> **What is expected**:
Everything in the records below except the pictures must be written out exactly.

——————————

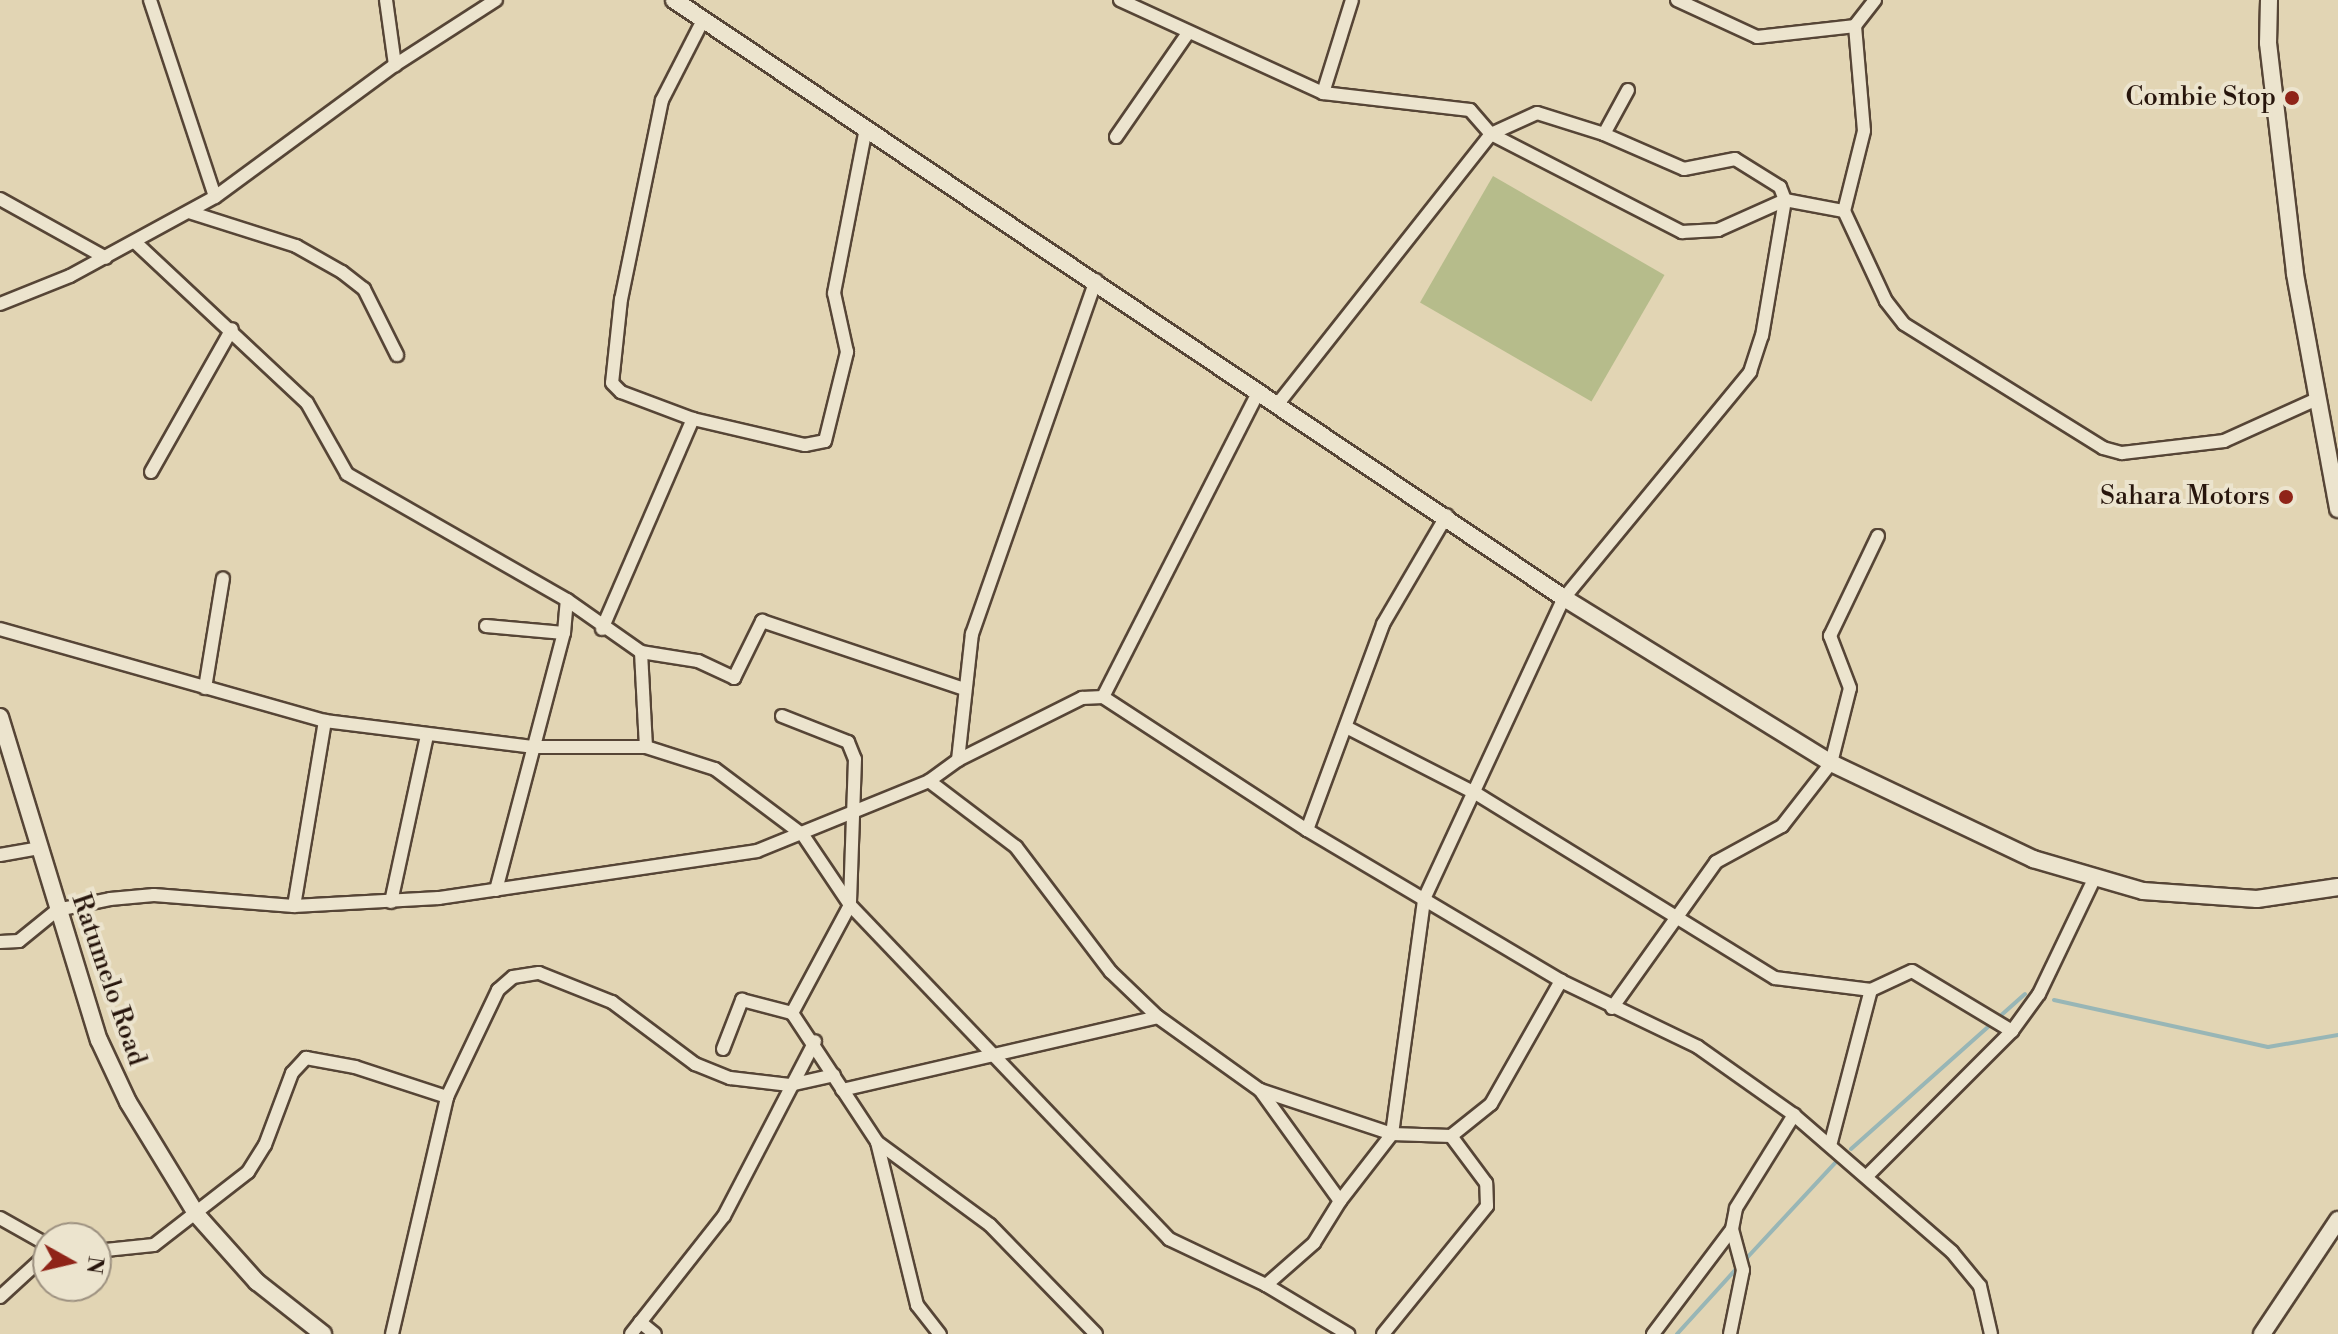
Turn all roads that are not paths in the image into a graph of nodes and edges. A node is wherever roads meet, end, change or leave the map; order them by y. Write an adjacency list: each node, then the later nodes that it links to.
1 (150, 0): 20 (street)
2 (386, 0): 13 (street)
3 (496, 0): 13 (street)
4 (674, 0): 10 (street)
5 (1120, 0): 12 (street)
6 (1352, 0): 15 (street)
7 (1677, 0): 11 (street)
8 (1875, 0): 11 (street)
9 (2269, 0): 32 (street)
10 (703, 20): 16 (street); 34 (street)
11 (1855, 26): 23 (street)
12 (1188, 33): 15 (street); 19 (street)
13 (395, 65): 20 (street)
14 (1628, 90): 18 (street)
15 (1323, 93): 17 (street)
16 (866, 128): 27 (street); 34 (street)
17 (1491, 134): 18 (street); 22 (street); 33 (street)
18 (1604, 134): 22 (street)
19 (1116, 137)
20 (215, 197): 24 (street)
21 (0, 199): 26 (street)
22 (1785, 200): 23 (street); 40 (street)
23 (1844, 211): 32 (street)
24 (189, 212): 25 (street); 30 (street)
25 (136, 243): 26 (street); 29 (street)
26 (106, 258): 28 (street)
27 (1096, 280): 31 (street); 48 (street)
28 (0, 304)
29 (232, 329): 35 (street); 41 (street)
30 (397, 355)
31 (1258, 393): 33 (street); 49 (street)
32 (2317, 399): 36 (street)
33 (1277, 405): 37 (street)
34 (693, 419): 44 (street)
35 (151, 472)
36 (2338, 509)
37 (1447, 515): 40 (street); 53 (street)
38 (1878, 536): 58 (street)
39 (223, 578): 47 (street)
40 (1564, 598): 58 (street); 60 (street)
41 (567, 600): 44 (street); 45 (street)
42 (486, 626): 45 (street)
43 (0, 629): 47 (street)
44 (602, 629): 46 (street)
45 (564, 633): 55 (street)
46 (641, 652): 48 (street); 56 (street)
47 (205, 688): 52 (street)
48 (964, 689): 57 (street)
49 (1103, 697): 57 (street); 62 (street)
50 (782, 716): 61 (street)
51 (0, 717): 64 (street, Ratumelo Road)
52 (325, 721): 54 (street); 72 (street)
53 (1348, 728): 60 (street); 62 (street)
54 (427, 736): 55 (street); 70 (street)
55 (534, 747): 56 (street); 68 (street)
56 (646, 747): 63 (street)
57 (958, 760): 59 (street)
58 (1831, 763): 66 (street); 74 (street)
59 (929, 781): 61 (street); 80 (street)
60 (1477, 794): 69 (street); 74 (street)
61 (856, 813): 63 (street); 71 (street)
62 (1307, 830): 69 (street)
63 (803, 835): 68 (street); 71 (street)
64 (40, 848): 65 (street); 73 (street, Ratumelo Road)
65 (0, 855)
66 (2094, 879): 67 (street); 81 (street)
67 (2338, 887)
68 (496, 890): 70 (street)
69 (1424, 899): 76 (street); 91 (street)
70 (391, 902): 72 (street)
71 (850, 905): 79 (street); 84 (street)
72 (294, 906): 73 (street)
73 (57, 910): 75 (street); 97 (street, Ratumelo Road)
74 (1677, 921): 77 (street); 78 (street)
75 (0, 942)
76 (1561, 981): 78 (street); 92 (street)
77 (1871, 990): 81 (street); 94 (street)
78 (1612, 1008): 90 (street)
79 (792, 1013): 82 (street); 83 (street)
80 (1158, 1017): 84 (street); 88 (street)
81 (2002, 1026): 95 (street)
82 (815, 1041): 85 (street); 86 (street)
83 (723, 1049)
84 (997, 1057): 87 (street); 104 (street)
85 (834, 1075): 86 (street); 87 (street)
86 (790, 1085): 89 (street); 106 (street)
87 (842, 1090): 93 (street)
88 (1260, 1090): 91 (street); 96 (street)
89 (447, 1097): 97 (street); 108 (street)
90 (1794, 1115): 94 (street); 100 (street)
91 (1392, 1134): 92 (street); 96 (street)
92 (1451, 1136): 114 (street)
93 (877, 1142): 111 (street); 112 (street)
94 (1831, 1142): 95 (street)
95 (1868, 1175): 117 (street)
96 (1340, 1201): 104 (street)
97 (197, 1215): 102 (street); 107 (street, Ratumelo Road)
98 (0, 1218): 101 (street)
99 (2338, 1220): 118 (street)
100 (1732, 1229): 115 (street); 116 (street)
101 (32, 1236)
102 (112, 1249)
103 (32, 1268): 105 (street)
104 (1266, 1285): 113 (street)
105 (0, 1297)
106 (640, 1322): 109 (street); 110 (street)
107 (323, 1334)
108 (392, 1334)
109 (631, 1334)
110 (655, 1334)
111 (940, 1334)
112 (1096, 1334)
113 (1348, 1334)
114 (1383, 1334)
115 (1653, 1334)
116 (1730, 1334)
117 (1991, 1334)
118 (2262, 1334)

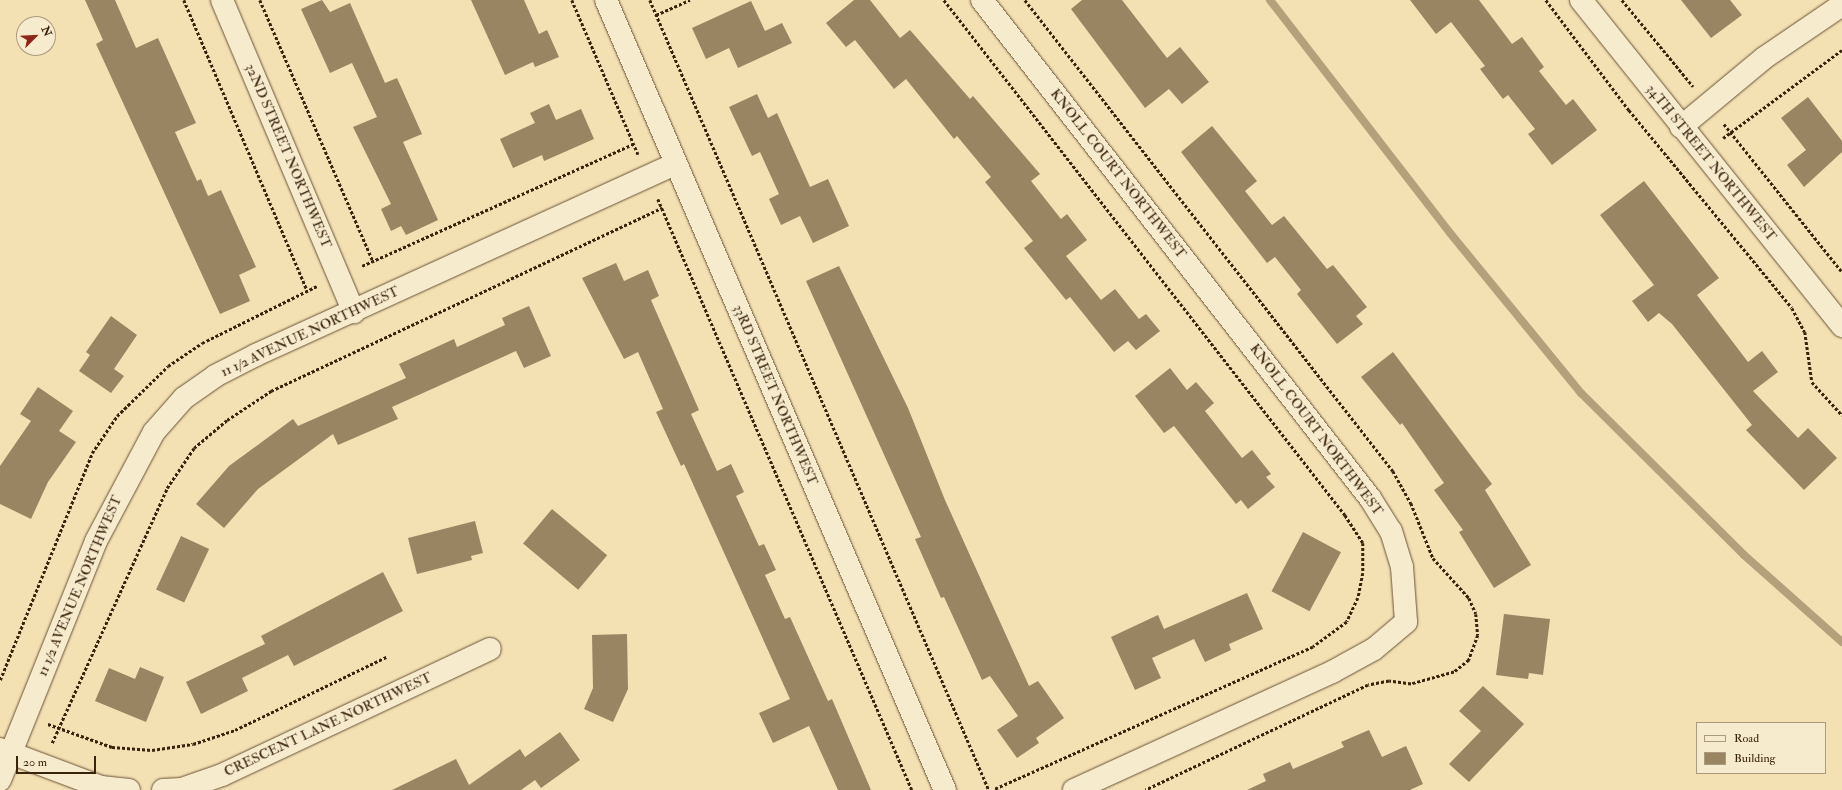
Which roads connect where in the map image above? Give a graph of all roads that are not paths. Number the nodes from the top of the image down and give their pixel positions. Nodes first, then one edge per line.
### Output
1 (222, 0) edge
2 (982, 0) edge
3 (1581, 0) edge
4 (610, 1) edge
5 (1842, 5) edge
6 (1681, 127) junction
7 (676, 164) junction
8 (354, 312) junction
9 (1842, 326) edge
10 (490, 649) dead end
11 (6, 751) edge
12 (0, 780) edge
13 (129, 790) edge
14 (163, 790) edge
15 (945, 790) edge
16 (1074, 790) edge

1 - 8 street, 32ND STREET NORTHWEST
2 - 16 street, KNOLL COURT NORTHWEST
3 - 6 street, 34TH STREET NORTHWEST
4 - 7 street, 33RD STREET NORTHWEST
5 - 6 street
6 - 9 street, 34TH STREET NORTHWEST
7 - 8 street, 11 1/2 AVENUE NORTHWEST
7 - 15 street, 33RD STREET NORTHWEST
8 - 11 street, 11 1/2 AVENUE NORTHWEST
10 - 14 street, CRESCENT LANE NORTHWEST
11 - 12 street, 11 1/2 AVENUE NORTHWEST
11 - 13 street

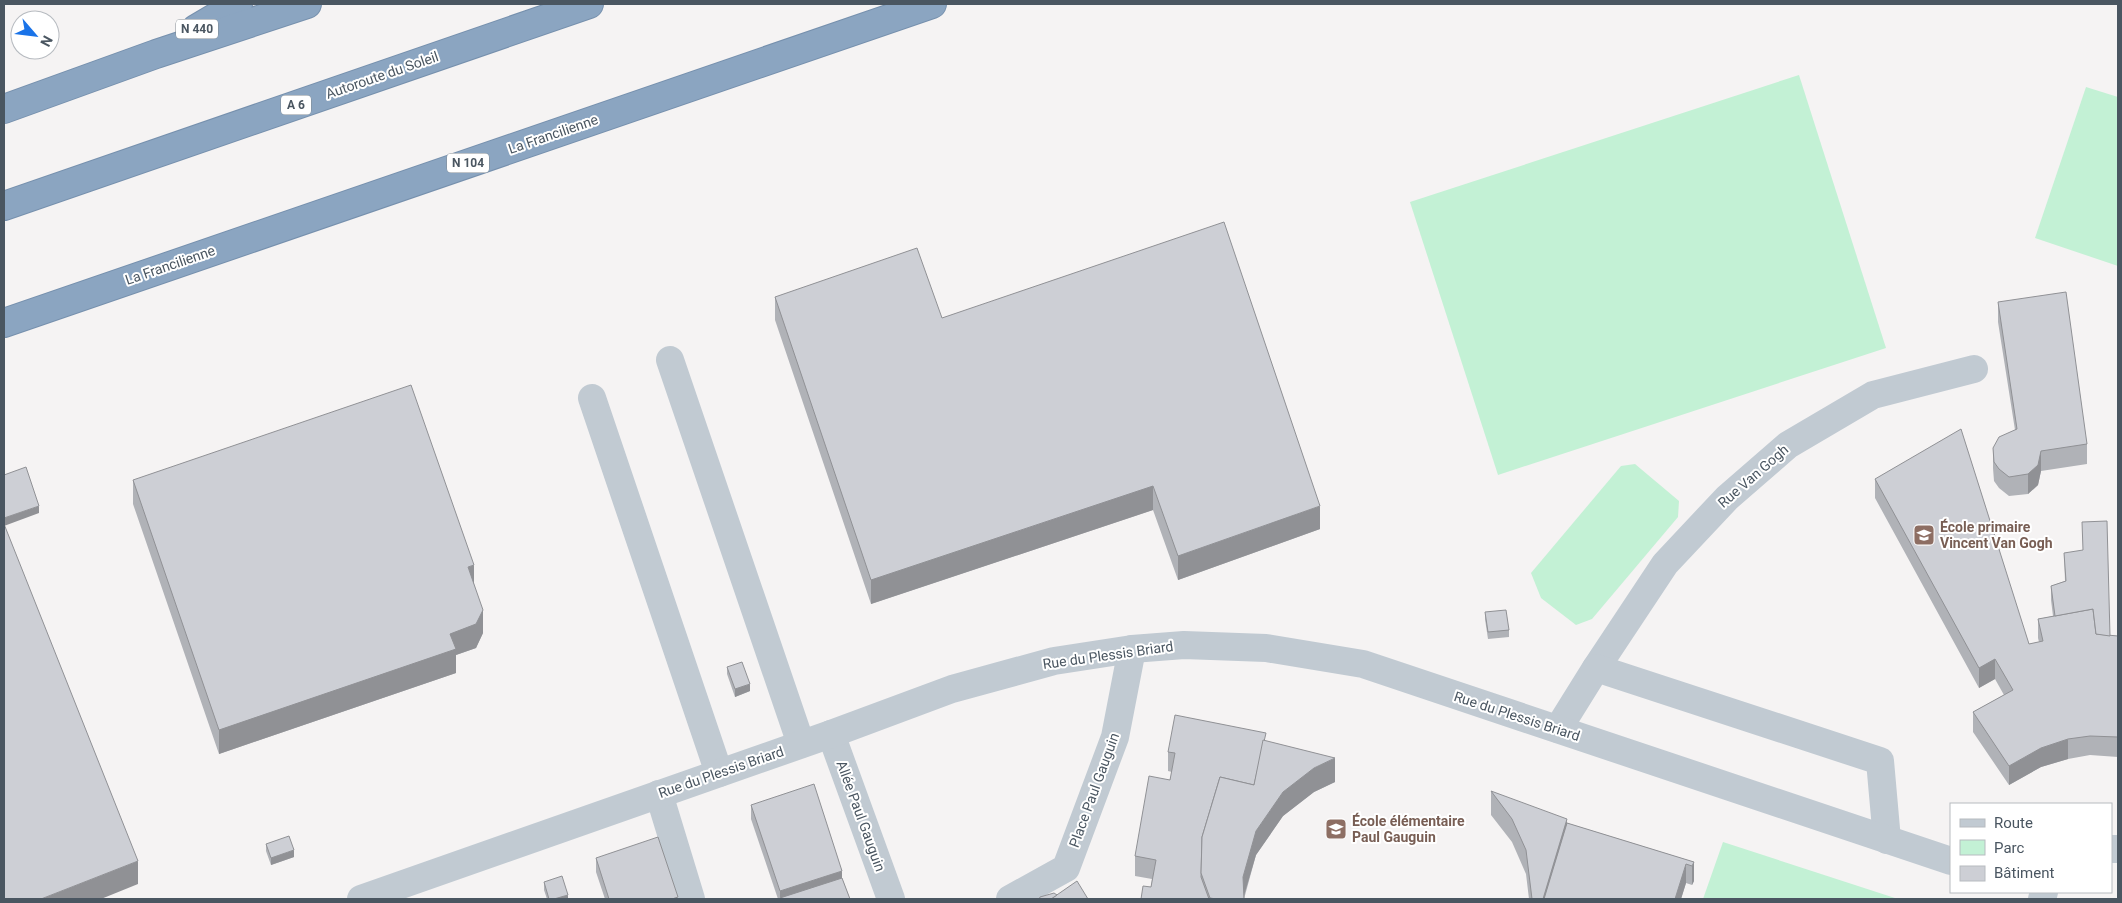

——————————

> **Answer box**:
Turn all roads that are not paths in the image into a graph of nodes and edges. A node is wherever roads meet, end, change or leave the map; order them by y. Write an adjacency list: each node, then the later nodes that it links to.
1 (150, 0): 20 (street)
2 (386, 0): 13 (street)
3 (496, 0): 13 (street)
4 (674, 0): 10 (street)
5 (1120, 0): 12 (street)
6 (1352, 0): 15 (street)
7 (1677, 0): 11 (street)
8 (1875, 0): 11 (street)
9 (2269, 0): 32 (street)
10 (703, 20): 16 (street); 34 (street)
11 (1855, 26): 23 (street)
12 (1188, 33): 15 (street); 19 (street)
13 (395, 65): 20 (street)
14 (1628, 90): 18 (street)
15 (1323, 93): 17 (street)
16 (866, 128): 27 (street); 34 (street)
17 (1491, 134): 18 (street); 22 (street); 33 (street)
18 (1604, 134): 22 (street)
19 (1116, 137)
20 (215, 197): 24 (street)
21 (0, 199): 26 (street)
22 (1785, 200): 23 (street); 40 (street)
23 (1844, 211): 32 (street)
24 (189, 212): 25 (street); 30 (street)
25 (136, 243): 26 (street); 29 (street)
26 (106, 258): 28 (street)
27 (1096, 280): 31 (street); 48 (street)
28 (0, 304)
29 (232, 329): 35 (street); 41 (street)
30 (397, 355)
31 (1258, 393): 33 (street); 49 (street)
32 (2317, 399): 36 (street)
33 (1277, 405): 37 (street)
34 (693, 419): 44 (street)
35 (151, 472)
36 (2338, 509)
37 (1447, 515): 40 (street); 53 (street)
38 (1878, 536): 58 (street)
39 (223, 578): 47 (street)
40 (1564, 598): 58 (street); 60 (street)
41 (567, 600): 44 (street); 45 (street)
42 (486, 626): 45 (street)
43 (0, 629): 47 (street)
44 (602, 629): 46 (street)
45 (564, 633): 55 (street)
46 (641, 652): 48 (street); 56 (street)
47 (205, 688): 52 (street)
48 (964, 689): 57 (street)
49 (1103, 697): 57 (street); 62 (street)
50 (782, 716): 61 (street)
51 (0, 717): 64 (street, Ratumelo Road)
52 (325, 721): 54 (street); 72 (street)
53 (1348, 728): 60 (street); 62 (street)
54 (427, 736): 55 (street); 70 (street)
55 (534, 747): 56 (street); 68 (street)
56 (646, 747): 63 (street)
57 (958, 760): 59 (street)
58 (1831, 763): 66 (street); 74 (street)
59 (929, 781): 61 (street); 80 (street)
60 (1477, 794): 69 (street); 74 (street)
61 (856, 813): 63 (street); 71 (street)
62 (1307, 830): 69 (street)
63 (803, 835): 68 (street); 71 (street)
64 (40, 848): 65 (street); 73 (street, Ratumelo Road)
65 (0, 855)
66 (2094, 879): 67 (street); 81 (street)
67 (2338, 887)
68 (496, 890): 70 (street)
69 (1424, 899): 76 (street); 91 (street)
70 (391, 902): 72 (street)
71 (850, 905): 79 (street); 84 (street)
72 (294, 906): 73 (street)
73 (57, 910): 75 (street); 97 (street, Ratumelo Road)
74 (1677, 921): 77 (street); 78 (street)
75 (0, 942)
76 (1561, 981): 78 (street); 92 (street)
77 (1871, 990): 81 (street); 94 (street)
78 (1612, 1008): 90 (street)
79 (792, 1013): 82 (street); 83 (street)
80 (1158, 1017): 84 (street); 88 (street)
81 (2002, 1026): 95 (street)
82 (815, 1041): 85 (street); 86 (street)
83 (723, 1049)
84 (997, 1057): 87 (street); 104 (street)
85 (834, 1075): 86 (street); 87 (street)
86 (790, 1085): 89 (street); 106 (street)
87 (842, 1090): 93 (street)
88 (1260, 1090): 91 (street); 96 (street)
89 (447, 1097): 97 (street); 108 (street)
90 (1794, 1115): 94 (street); 100 (street)
91 (1392, 1134): 92 (street); 96 (street)
92 (1451, 1136): 114 (street)
93 (877, 1142): 111 (street); 112 (street)
94 (1831, 1142): 95 (street)
95 (1868, 1175): 117 (street)
96 (1340, 1201): 104 (street)
97 (197, 1215): 102 (street); 107 (street, Ratumelo Road)
98 (0, 1218): 101 (street)
99 (2338, 1220): 118 (street)
100 (1732, 1229): 115 (street); 116 (street)
101 (32, 1236)
102 (112, 1249)
103 (32, 1268): 105 (street)
104 (1266, 1285): 113 (street)
105 (0, 1297)
106 (640, 1322): 109 (street); 110 (street)
107 (323, 1334)
108 (392, 1334)
109 (631, 1334)
110 (655, 1334)
111 (940, 1334)
112 (1096, 1334)
113 (1348, 1334)
114 (1383, 1334)
115 (1653, 1334)
116 (1730, 1334)
117 (1991, 1334)
118 (2262, 1334)

Which roads connect where in the map image above? Give a graph of all roads that are not paths. Number the nodes from the top of the image down and give their pixel positions. Nodes first, then one edge per line.
### Output
1 (222, 0) edge
2 (982, 0) edge
3 (1581, 0) edge
4 (610, 1) edge
5 (1842, 5) edge
6 (1681, 127) junction
7 (676, 164) junction
8 (354, 312) junction
9 (1842, 326) edge
10 (490, 649) dead end
11 (6, 751) edge
12 (0, 780) edge
13 (129, 790) edge
14 (163, 790) edge
15 (945, 790) edge
16 (1074, 790) edge

1 - 8 street, 32ND STREET NORTHWEST
2 - 16 street, KNOLL COURT NORTHWEST
3 - 6 street, 34TH STREET NORTHWEST
4 - 7 street, 33RD STREET NORTHWEST
5 - 6 street
6 - 9 street, 34TH STREET NORTHWEST
7 - 8 street, 11 1/2 AVENUE NORTHWEST
7 - 15 street, 33RD STREET NORTHWEST
8 - 11 street, 11 1/2 AVENUE NORTHWEST
10 - 14 street, CRESCENT LANE NORTHWEST
11 - 12 street, 11 1/2 AVENUE NORTHWEST
11 - 13 street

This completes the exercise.